Japanese trainer Hideyuki Mori purchased the sale topper with Goffs agent Takashi Kodama handling the bidding. Consigned by Carriganog Stud, the bay colt is the first foal out of 4-year-old In My Dreams (by Sadlers’ Wells), who ran twice but didn’t win. She is a half-sister to 2002 European Horse of the Year Rock of Gibraltar (by Danehill) and D’Articleshore (by Definite Article), a group II winner in Turkey.
The final figures for the auction included a gross of €10,551,200 ($15,727,619) for the 475 weanlings that sold. The average was €22,260 ($33,181), and the median was €13,000 ($19,378). Last year, when 503 head were sold, the gross was €10,058,100. The average was €19,996, and the median was €10,000. The clearance rate rose from 49.9% in 2008 to 66.2% this year.
"What a difference a year makes!” said Goffs chief executive Henry Beeby. “The contrast between 2008 and 2009 has been palpable in terms of atmosphere, buzz, statistics, clearance rates, and the overall attitude of all the players attending horse auctions. Twelve months ago, the industry was facing the bleakest of times as the worst effects of the worldwide economic downturn impacted the bloodstock world. The real worry in November 2008 was fear of the unknown as no one really knew how long or how deep, and the shock of the fall resulted in some form of paralysis at the sales which manifested itself in frighteningly low clearance rates as the autumn progressed.
“Happily, the bloodstock world is a remarkably resilient and hardy world populated by a bunch of pragmatic optimists who simply put their heads down and focused on what we know and can influence rather than what is out of our hands,” Beeby continued. “That approach resulted in better-than-expected yearling sales, which, in turn, flowed through to a really solid foal trade at Goffs this week.

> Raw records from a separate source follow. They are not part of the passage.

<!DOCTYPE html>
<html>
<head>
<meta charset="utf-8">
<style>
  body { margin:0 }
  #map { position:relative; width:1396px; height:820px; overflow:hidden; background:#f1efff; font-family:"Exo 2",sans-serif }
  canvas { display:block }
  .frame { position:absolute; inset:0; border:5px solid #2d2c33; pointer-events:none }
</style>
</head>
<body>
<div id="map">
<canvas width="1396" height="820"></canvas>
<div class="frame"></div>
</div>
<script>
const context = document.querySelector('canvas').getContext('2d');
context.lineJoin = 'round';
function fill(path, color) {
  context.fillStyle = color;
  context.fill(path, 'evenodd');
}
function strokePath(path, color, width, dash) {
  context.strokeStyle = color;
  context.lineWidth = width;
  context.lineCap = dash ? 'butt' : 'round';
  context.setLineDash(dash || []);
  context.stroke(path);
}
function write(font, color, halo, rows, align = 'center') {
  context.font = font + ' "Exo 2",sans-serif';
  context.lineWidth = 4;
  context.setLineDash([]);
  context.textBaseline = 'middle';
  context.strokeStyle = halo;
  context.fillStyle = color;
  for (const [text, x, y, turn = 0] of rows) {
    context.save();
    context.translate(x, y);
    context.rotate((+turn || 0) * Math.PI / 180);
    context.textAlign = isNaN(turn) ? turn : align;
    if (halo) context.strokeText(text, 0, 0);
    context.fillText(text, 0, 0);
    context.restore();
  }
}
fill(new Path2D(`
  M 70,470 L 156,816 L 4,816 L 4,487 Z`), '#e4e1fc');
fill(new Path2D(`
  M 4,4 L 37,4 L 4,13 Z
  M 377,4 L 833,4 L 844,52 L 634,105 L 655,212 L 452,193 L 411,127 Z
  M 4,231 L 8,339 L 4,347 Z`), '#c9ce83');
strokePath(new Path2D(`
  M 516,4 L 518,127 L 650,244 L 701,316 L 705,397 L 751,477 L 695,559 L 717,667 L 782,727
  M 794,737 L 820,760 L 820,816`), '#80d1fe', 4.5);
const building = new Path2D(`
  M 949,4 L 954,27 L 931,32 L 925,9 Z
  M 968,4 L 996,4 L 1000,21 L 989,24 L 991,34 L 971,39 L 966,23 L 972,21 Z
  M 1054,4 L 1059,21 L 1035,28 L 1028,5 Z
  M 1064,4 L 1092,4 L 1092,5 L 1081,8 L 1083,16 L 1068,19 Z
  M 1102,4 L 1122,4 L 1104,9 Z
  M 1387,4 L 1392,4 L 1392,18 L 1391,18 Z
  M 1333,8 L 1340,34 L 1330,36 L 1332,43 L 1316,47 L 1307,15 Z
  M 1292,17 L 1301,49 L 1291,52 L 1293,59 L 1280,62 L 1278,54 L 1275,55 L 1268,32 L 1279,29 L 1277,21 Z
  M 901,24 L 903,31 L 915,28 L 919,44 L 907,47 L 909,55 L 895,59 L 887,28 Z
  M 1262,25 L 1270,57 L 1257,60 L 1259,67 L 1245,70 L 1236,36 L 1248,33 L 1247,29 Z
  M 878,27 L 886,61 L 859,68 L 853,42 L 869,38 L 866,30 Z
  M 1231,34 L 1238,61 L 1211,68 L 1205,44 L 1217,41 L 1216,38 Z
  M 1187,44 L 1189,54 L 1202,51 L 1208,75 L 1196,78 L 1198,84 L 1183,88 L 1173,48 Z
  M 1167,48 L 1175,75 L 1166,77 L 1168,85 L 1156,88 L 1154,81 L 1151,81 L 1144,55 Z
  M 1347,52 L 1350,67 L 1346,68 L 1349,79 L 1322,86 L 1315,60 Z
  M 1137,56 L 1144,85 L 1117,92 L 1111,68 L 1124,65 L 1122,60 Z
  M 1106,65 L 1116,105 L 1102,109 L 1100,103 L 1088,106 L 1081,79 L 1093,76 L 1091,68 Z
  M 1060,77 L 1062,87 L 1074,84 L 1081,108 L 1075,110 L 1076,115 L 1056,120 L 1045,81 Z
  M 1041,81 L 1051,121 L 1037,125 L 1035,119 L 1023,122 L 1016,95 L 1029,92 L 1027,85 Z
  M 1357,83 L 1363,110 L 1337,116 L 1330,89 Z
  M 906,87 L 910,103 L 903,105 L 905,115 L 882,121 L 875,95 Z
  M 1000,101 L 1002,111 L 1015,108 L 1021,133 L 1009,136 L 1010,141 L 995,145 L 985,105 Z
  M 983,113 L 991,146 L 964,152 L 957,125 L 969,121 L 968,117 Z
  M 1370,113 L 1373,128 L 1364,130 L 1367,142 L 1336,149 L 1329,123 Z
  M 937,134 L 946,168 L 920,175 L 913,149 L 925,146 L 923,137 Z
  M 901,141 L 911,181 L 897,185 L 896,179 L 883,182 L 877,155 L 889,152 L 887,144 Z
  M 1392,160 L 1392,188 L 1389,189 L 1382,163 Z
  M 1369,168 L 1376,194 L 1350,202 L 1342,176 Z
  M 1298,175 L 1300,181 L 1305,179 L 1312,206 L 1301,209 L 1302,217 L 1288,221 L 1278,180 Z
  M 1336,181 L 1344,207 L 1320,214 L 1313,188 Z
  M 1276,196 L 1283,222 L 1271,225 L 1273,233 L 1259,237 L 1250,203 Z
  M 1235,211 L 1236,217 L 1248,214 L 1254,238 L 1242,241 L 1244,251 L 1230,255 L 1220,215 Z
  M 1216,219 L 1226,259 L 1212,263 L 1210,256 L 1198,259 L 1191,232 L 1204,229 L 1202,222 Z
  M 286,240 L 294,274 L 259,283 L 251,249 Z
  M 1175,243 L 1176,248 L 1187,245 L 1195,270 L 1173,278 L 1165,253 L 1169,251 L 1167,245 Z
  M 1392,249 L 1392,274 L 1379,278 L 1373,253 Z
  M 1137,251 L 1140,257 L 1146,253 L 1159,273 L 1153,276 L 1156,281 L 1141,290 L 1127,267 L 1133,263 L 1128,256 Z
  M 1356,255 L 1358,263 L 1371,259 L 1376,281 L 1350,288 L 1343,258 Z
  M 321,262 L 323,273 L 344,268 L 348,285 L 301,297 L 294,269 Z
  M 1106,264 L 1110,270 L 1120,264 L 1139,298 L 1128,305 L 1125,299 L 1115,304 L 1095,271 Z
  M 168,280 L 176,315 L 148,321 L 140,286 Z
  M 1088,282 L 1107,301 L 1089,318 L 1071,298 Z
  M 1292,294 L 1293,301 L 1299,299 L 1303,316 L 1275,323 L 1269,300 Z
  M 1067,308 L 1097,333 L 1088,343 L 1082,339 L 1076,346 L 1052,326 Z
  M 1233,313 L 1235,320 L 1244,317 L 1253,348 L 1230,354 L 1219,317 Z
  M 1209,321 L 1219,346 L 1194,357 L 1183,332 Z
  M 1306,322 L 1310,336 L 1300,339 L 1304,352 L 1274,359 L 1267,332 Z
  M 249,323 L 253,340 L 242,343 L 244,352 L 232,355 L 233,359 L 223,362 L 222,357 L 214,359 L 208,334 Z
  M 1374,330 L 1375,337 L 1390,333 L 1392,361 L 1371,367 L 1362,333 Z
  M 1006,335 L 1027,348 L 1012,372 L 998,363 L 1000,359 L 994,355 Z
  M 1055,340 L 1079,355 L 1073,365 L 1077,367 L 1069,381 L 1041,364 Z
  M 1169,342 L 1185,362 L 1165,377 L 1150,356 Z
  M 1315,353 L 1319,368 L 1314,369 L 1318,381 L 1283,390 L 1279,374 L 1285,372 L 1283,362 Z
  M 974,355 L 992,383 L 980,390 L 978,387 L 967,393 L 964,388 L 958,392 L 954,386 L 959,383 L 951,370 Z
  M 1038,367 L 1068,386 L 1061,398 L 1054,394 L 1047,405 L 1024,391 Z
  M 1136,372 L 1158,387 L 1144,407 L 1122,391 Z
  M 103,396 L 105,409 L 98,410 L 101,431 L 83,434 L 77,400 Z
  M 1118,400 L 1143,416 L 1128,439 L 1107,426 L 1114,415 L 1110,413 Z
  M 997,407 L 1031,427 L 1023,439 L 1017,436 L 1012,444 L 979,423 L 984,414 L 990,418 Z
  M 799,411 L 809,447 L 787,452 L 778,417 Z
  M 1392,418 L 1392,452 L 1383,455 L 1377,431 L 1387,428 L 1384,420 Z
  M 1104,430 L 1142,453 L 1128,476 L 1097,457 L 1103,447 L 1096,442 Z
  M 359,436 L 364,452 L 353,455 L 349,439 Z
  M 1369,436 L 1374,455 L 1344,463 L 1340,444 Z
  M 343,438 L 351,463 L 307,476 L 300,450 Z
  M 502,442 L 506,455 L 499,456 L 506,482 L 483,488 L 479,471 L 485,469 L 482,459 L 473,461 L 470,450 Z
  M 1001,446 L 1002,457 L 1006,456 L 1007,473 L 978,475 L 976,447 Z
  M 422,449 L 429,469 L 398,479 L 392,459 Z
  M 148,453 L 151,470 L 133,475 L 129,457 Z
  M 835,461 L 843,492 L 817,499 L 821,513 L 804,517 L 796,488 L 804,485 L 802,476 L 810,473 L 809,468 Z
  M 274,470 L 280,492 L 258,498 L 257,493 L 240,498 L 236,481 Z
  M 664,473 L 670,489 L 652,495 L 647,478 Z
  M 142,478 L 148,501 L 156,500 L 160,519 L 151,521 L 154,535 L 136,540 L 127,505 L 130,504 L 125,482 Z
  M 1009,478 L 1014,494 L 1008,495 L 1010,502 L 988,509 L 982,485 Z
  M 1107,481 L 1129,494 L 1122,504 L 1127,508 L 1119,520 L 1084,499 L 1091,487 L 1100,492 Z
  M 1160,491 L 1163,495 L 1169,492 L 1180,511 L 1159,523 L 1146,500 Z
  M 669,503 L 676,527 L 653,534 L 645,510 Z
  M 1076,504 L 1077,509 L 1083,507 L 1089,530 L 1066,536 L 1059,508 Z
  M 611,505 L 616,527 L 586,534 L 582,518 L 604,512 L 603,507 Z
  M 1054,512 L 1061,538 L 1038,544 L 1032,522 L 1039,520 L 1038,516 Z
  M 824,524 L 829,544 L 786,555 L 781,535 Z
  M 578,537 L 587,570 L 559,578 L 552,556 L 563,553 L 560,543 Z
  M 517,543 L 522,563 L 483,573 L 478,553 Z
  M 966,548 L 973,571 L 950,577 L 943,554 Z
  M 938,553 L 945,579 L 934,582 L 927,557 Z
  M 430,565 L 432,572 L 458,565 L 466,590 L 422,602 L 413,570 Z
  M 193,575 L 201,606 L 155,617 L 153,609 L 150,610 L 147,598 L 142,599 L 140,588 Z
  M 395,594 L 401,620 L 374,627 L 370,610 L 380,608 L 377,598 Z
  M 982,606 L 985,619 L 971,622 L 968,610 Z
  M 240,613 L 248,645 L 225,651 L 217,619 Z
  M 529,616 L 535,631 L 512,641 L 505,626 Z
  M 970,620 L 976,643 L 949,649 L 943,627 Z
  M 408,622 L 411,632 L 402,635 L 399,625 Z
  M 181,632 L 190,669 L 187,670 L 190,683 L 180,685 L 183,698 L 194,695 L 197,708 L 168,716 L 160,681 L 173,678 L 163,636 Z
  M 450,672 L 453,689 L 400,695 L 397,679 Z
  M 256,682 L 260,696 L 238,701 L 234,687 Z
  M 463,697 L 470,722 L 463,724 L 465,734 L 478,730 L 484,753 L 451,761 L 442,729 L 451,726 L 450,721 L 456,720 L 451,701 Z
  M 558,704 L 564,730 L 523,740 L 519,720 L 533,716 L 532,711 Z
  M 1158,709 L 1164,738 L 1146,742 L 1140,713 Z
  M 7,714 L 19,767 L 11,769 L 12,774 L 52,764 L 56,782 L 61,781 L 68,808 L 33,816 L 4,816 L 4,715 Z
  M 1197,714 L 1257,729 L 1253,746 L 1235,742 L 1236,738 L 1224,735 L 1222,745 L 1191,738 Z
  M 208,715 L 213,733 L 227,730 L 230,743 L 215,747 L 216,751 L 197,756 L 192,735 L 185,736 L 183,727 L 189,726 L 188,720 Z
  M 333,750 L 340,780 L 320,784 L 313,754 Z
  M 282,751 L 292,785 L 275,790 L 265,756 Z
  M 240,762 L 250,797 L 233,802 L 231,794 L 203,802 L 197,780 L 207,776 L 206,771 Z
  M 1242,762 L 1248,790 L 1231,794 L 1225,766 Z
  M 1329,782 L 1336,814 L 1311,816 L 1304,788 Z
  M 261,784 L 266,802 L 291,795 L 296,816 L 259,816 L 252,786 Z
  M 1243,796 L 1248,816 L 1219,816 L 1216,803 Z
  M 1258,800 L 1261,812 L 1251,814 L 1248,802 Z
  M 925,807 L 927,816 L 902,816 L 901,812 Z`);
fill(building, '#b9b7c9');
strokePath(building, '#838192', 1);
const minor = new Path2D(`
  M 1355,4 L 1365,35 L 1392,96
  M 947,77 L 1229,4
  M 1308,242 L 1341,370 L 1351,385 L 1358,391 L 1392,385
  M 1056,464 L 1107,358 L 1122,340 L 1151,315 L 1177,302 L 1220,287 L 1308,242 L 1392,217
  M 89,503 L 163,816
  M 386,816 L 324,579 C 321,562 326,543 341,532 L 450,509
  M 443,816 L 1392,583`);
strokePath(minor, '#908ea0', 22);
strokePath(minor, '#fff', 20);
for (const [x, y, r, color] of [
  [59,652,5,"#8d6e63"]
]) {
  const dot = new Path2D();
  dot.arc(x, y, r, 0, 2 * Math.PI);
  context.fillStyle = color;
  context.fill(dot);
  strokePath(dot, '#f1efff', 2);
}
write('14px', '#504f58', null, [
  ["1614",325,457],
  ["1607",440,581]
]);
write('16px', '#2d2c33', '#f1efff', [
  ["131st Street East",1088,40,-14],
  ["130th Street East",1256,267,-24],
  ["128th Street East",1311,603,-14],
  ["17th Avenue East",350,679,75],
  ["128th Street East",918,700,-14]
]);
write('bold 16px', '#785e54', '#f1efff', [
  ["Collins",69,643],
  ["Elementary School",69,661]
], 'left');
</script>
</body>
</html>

Indeed, the vibrancy of the market yesterday and today, in particular, is a testament to the enduring success and popularity of Irish bloodstock and the forward-thinking approach and stamina of foal speculators, who have been forced to fight significant groups of end users for the best foals each day. Any time the most commercial type was presented, a lively crowd appeared and battled for supremacy in the sale ring as they fought for next year's pinhooking success/potential Goffs group I winner, leaving us to reflect on a genuinely strong market by any measure. Indeed every statistic has risen from last year.
“Our decision to cut numbers and concentrate on quality as part of our ‘the focus is the horse’ campaign led to a vibrant and successful Orby yearling sale and that approach has delivered the same result this week. Less is more has certainly been a recurring theme at Goffs this year, and one day less of foals was undoubtedly the right move as it has been supported in the most fantastic fashion by breeders who have rewarded us with a catalog of genuine depth and diversity for which we thank every vendor most sincerely. Such decisions are sometimes tough to make, but our goal remains to make Goffs the first choice for the very best Irish bloodstock at all levels and only by focusing on (relative) quality will that be achieved.”